* Source information
* * *

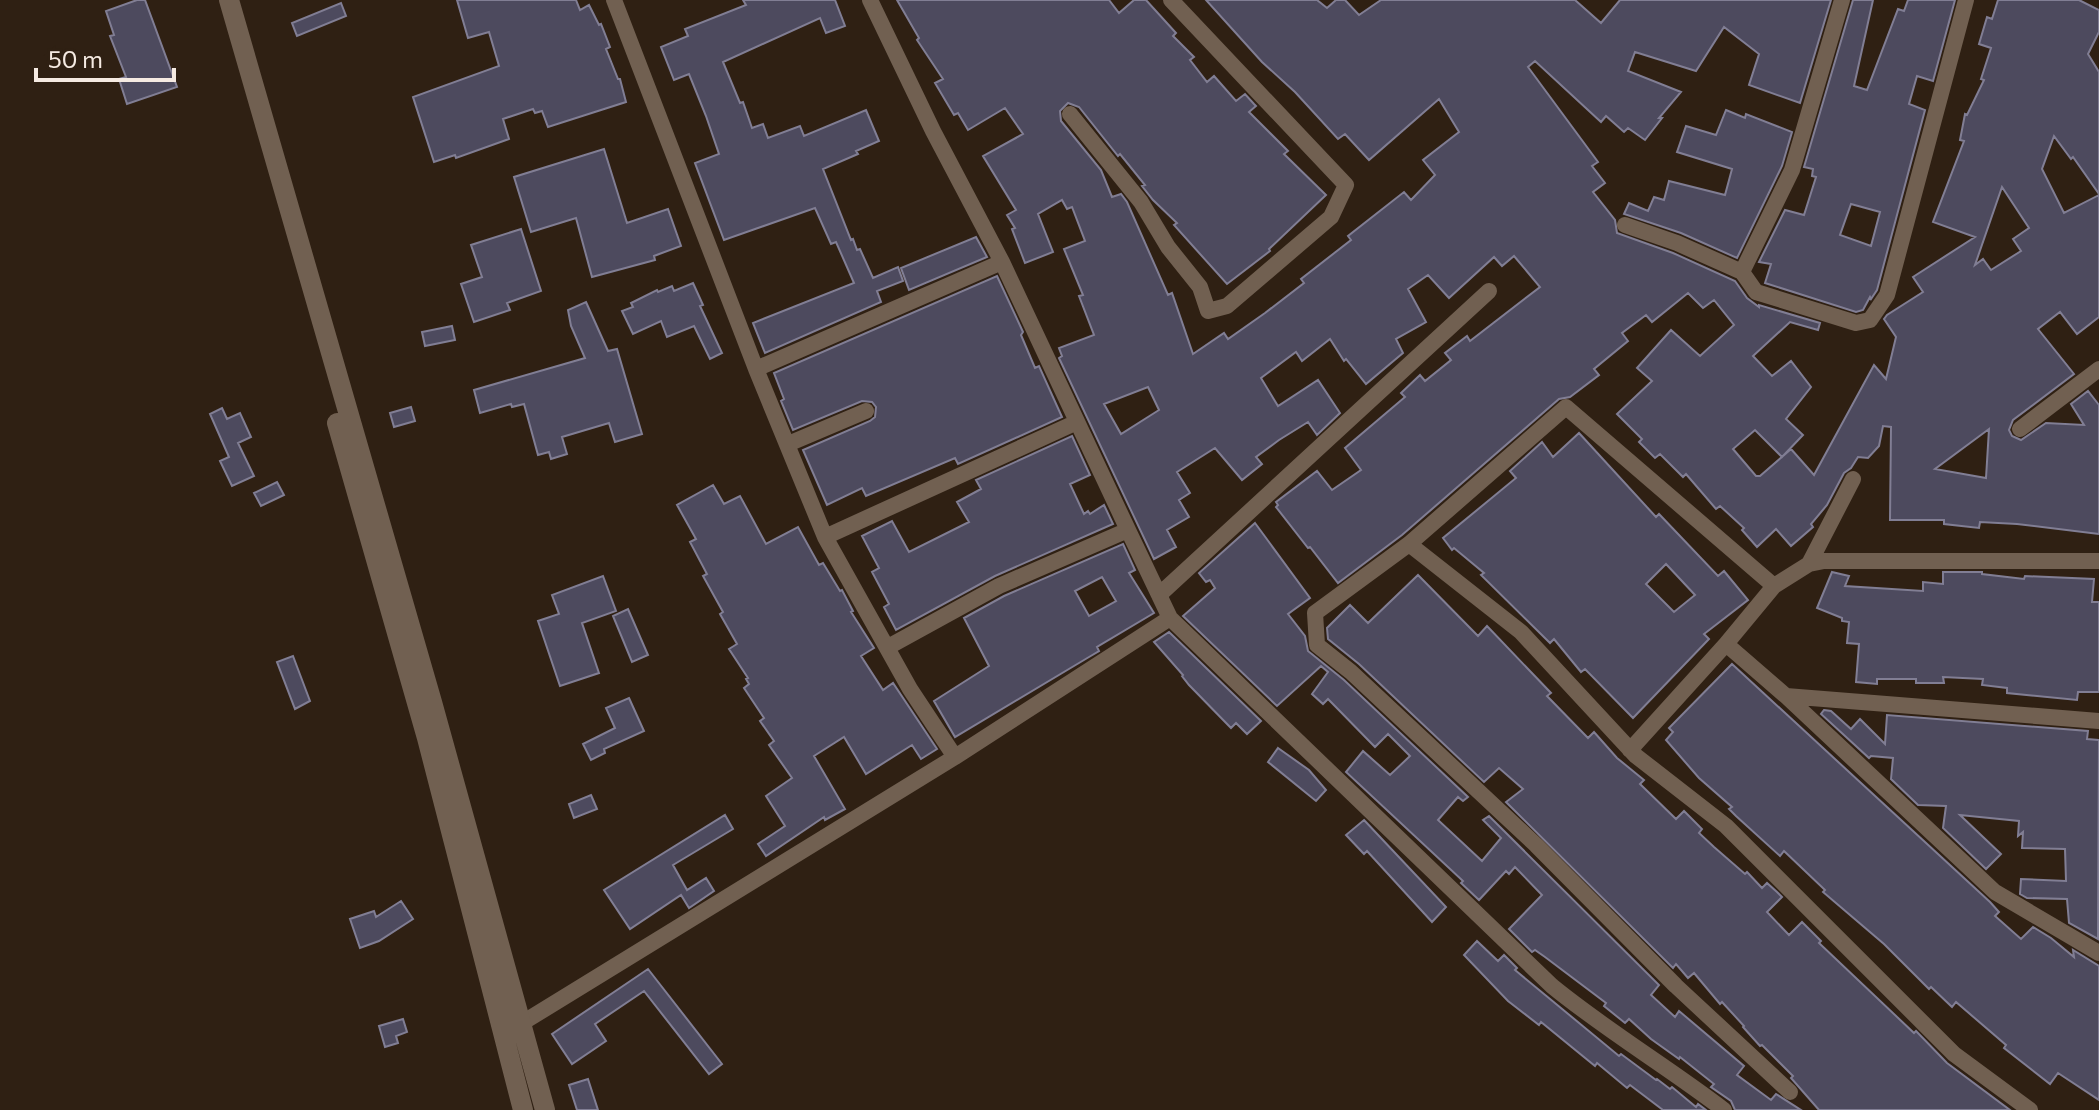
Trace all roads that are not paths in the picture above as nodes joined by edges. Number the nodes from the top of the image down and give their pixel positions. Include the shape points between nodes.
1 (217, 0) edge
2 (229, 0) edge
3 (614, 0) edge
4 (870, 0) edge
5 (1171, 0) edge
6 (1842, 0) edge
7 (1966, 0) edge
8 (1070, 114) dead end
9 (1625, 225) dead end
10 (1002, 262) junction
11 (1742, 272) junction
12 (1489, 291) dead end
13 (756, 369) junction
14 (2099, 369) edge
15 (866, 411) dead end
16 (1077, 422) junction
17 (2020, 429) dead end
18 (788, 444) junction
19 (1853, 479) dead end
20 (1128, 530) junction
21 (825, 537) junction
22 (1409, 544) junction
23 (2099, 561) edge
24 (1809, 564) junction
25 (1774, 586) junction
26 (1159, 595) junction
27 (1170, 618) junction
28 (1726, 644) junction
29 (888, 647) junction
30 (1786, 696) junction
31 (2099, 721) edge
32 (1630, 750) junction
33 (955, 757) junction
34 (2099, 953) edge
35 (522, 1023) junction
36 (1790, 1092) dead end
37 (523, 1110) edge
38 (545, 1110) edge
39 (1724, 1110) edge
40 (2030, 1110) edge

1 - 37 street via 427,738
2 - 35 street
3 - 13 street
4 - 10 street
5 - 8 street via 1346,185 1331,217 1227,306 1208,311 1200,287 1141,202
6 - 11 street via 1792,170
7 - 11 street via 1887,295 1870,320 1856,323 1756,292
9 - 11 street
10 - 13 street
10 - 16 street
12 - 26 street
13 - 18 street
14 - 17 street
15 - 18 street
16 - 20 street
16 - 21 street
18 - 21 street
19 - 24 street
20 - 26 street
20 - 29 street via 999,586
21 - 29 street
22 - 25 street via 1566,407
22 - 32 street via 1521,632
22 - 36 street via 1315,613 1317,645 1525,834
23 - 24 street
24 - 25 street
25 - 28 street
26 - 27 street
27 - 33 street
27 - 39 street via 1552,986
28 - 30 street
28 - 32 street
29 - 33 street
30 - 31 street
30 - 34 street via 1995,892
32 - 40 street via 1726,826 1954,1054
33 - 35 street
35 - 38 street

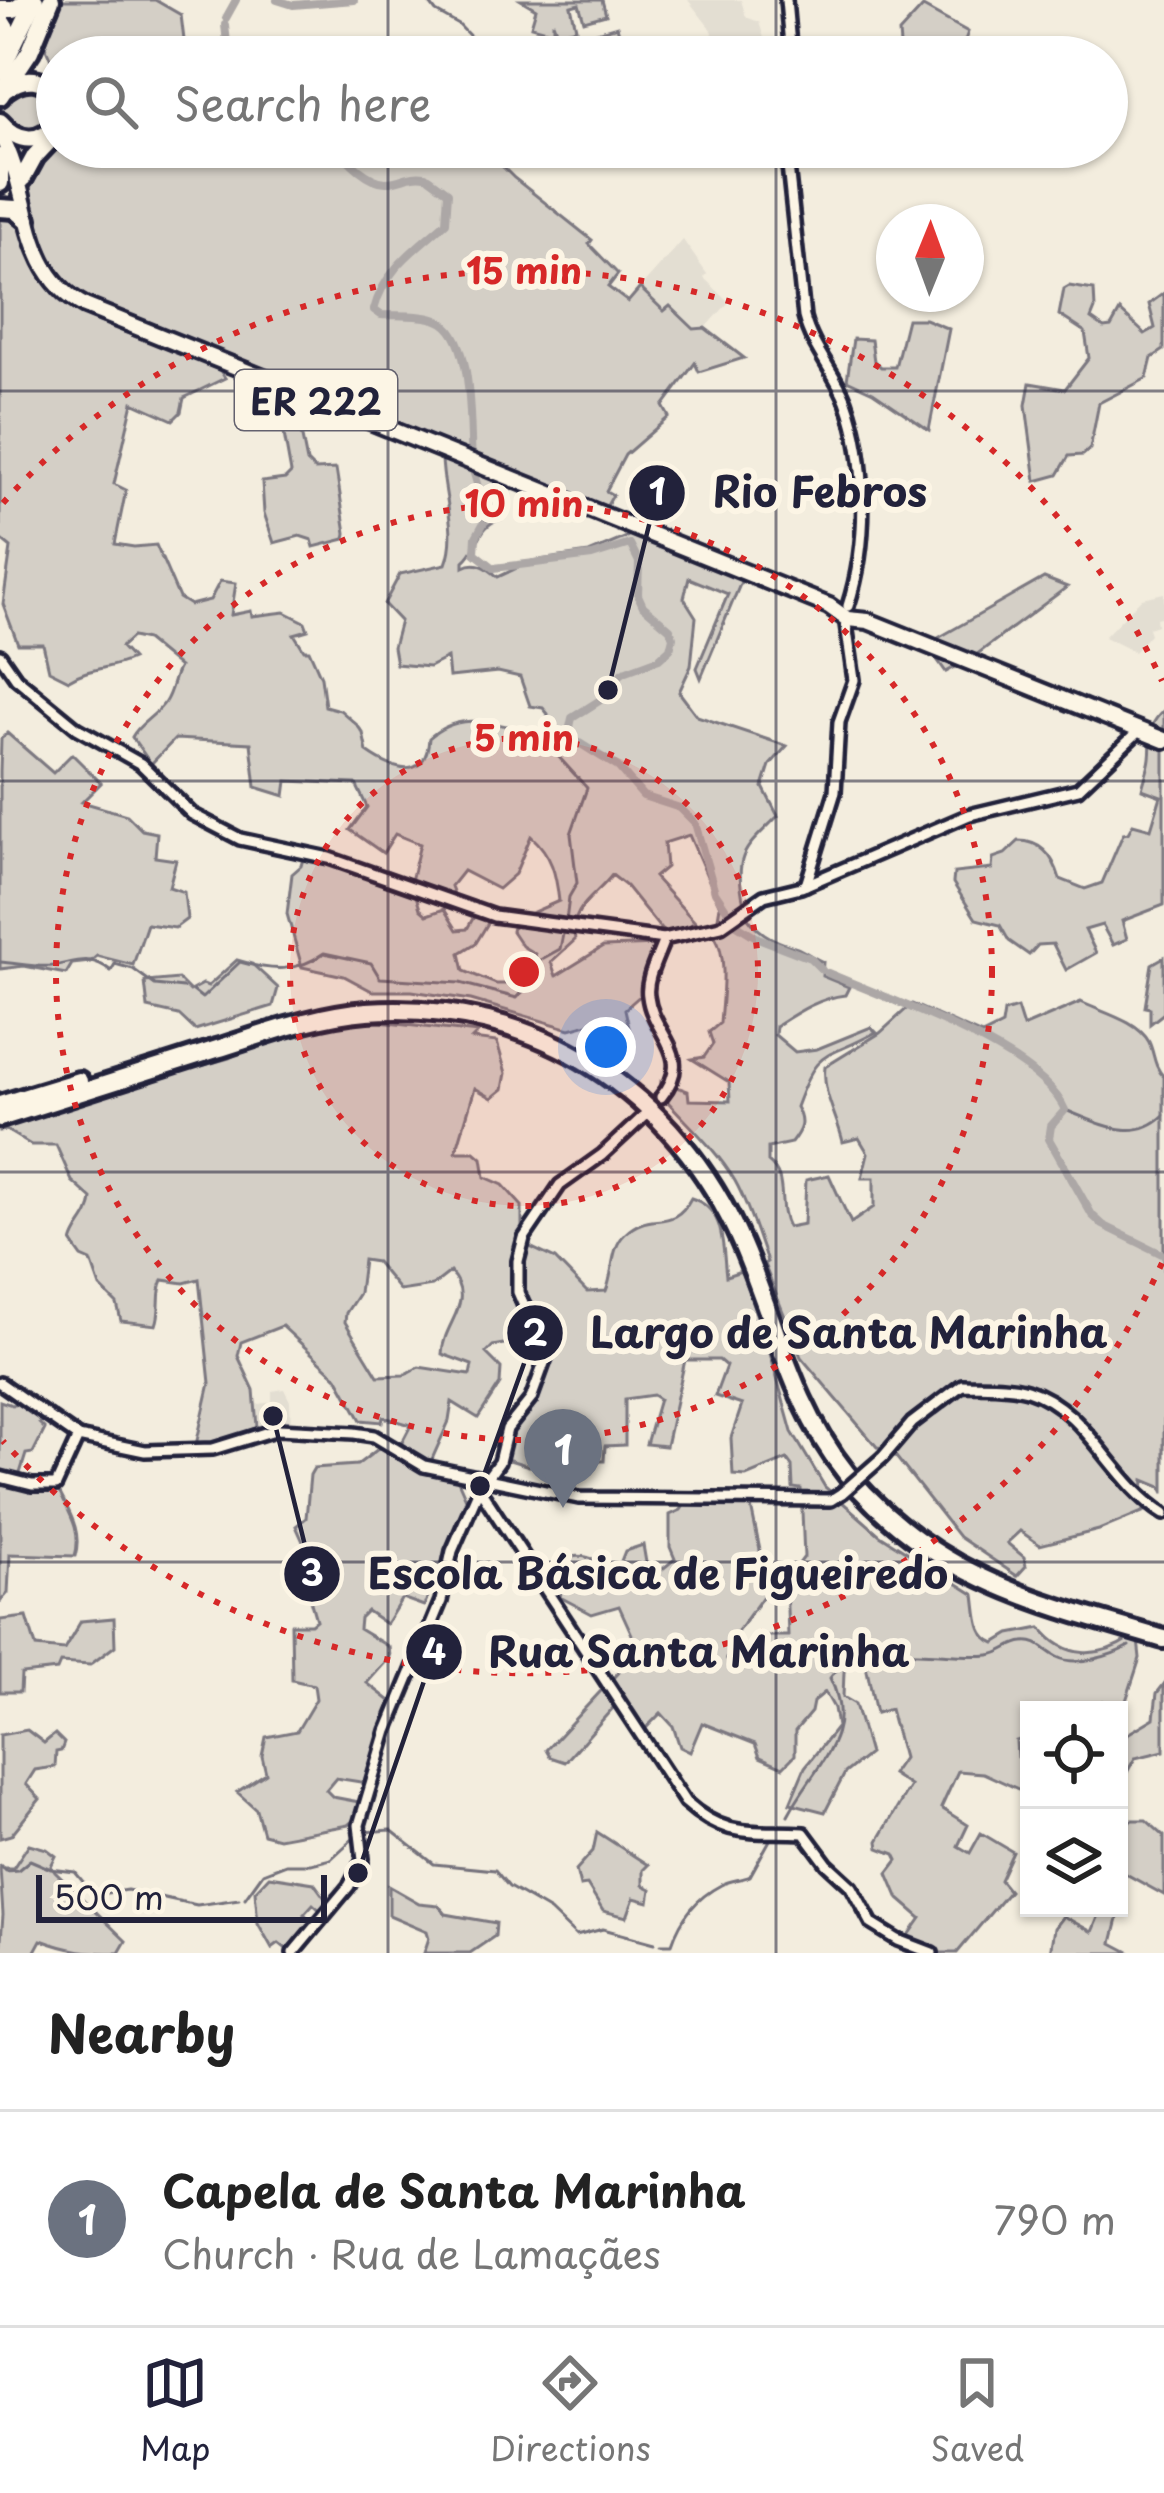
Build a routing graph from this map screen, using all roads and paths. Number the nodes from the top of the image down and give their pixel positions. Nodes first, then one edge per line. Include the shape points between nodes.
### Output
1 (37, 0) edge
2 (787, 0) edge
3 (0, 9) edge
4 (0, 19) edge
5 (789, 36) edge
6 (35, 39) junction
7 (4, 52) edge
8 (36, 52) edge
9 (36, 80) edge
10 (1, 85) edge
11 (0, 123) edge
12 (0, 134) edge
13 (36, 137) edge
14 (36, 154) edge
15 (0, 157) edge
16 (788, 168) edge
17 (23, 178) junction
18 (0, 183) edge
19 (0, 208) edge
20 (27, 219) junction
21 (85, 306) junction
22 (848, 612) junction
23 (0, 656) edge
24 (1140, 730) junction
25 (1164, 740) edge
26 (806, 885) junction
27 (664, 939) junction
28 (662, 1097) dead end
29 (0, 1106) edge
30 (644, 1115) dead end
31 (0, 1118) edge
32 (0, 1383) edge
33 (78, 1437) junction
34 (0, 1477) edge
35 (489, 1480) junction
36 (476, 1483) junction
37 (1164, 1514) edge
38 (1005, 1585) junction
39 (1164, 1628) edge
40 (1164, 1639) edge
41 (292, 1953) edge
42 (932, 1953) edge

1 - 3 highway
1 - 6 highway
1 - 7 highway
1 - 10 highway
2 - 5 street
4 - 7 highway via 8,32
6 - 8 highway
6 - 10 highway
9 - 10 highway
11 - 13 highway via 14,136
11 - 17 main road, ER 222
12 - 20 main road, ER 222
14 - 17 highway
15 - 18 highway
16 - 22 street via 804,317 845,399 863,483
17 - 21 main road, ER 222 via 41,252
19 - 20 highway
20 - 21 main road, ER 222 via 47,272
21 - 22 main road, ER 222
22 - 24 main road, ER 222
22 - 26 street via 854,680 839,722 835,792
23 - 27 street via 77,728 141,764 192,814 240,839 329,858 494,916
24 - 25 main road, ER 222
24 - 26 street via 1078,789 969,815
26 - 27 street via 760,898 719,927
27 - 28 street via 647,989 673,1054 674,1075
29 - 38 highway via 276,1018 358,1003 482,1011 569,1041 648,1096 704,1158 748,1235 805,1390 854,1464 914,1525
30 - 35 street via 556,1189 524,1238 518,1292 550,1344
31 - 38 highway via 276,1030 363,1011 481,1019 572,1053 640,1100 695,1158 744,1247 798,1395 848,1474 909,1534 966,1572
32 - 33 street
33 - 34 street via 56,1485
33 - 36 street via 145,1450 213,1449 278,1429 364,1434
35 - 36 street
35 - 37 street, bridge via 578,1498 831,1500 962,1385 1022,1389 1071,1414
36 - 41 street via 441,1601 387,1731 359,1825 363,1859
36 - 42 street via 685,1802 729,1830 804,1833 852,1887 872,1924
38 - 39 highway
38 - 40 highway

* * *

* To do
Look through the data and gather every line with the string "main" in it.

* Answer box
11 - 17 main road, ER 222
12 - 20 main road, ER 222
17 - 21 main road, ER 222 via 41,252
20 - 21 main road, ER 222 via 47,272
21 - 22 main road, ER 222
22 - 24 main road, ER 222
24 - 25 main road, ER 222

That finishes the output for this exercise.